The problem: Print the entries exactly as they appear, and omit any images.
====
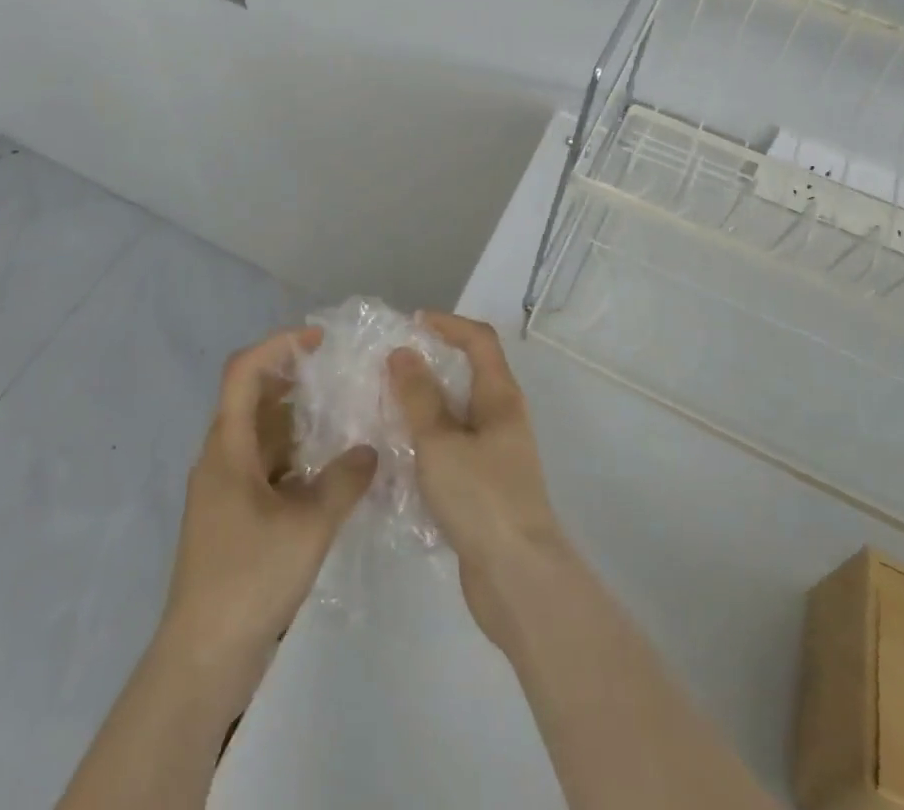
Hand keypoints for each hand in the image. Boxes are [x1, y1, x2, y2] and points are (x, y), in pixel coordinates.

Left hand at [157, 327, 376, 709]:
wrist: (203, 658)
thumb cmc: (249, 579)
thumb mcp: (308, 525)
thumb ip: (344, 481)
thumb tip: (368, 450)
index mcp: (227, 447)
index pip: (243, 371)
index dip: (279, 345)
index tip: (319, 339)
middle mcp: (221, 458)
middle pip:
====
Exercise output:
Hand keypoints for each hand in the image. Boxes are [x1, y1, x2, y2] and points are (x, y), in pixel coordinates.

Left hand at [157, 327, 376, 709]:
wrist: (203, 658)
thumb cmc: (249, 579)
thumb mcp: (308, 525)
thumb ip: (344, 481)
thumb tip: (368, 450)
index mcp: (227, 447)
index pip: (243, 371)
index dip: (279, 345)
index tip: (319, 339)
middle mcp: (221, 458)
middle pip:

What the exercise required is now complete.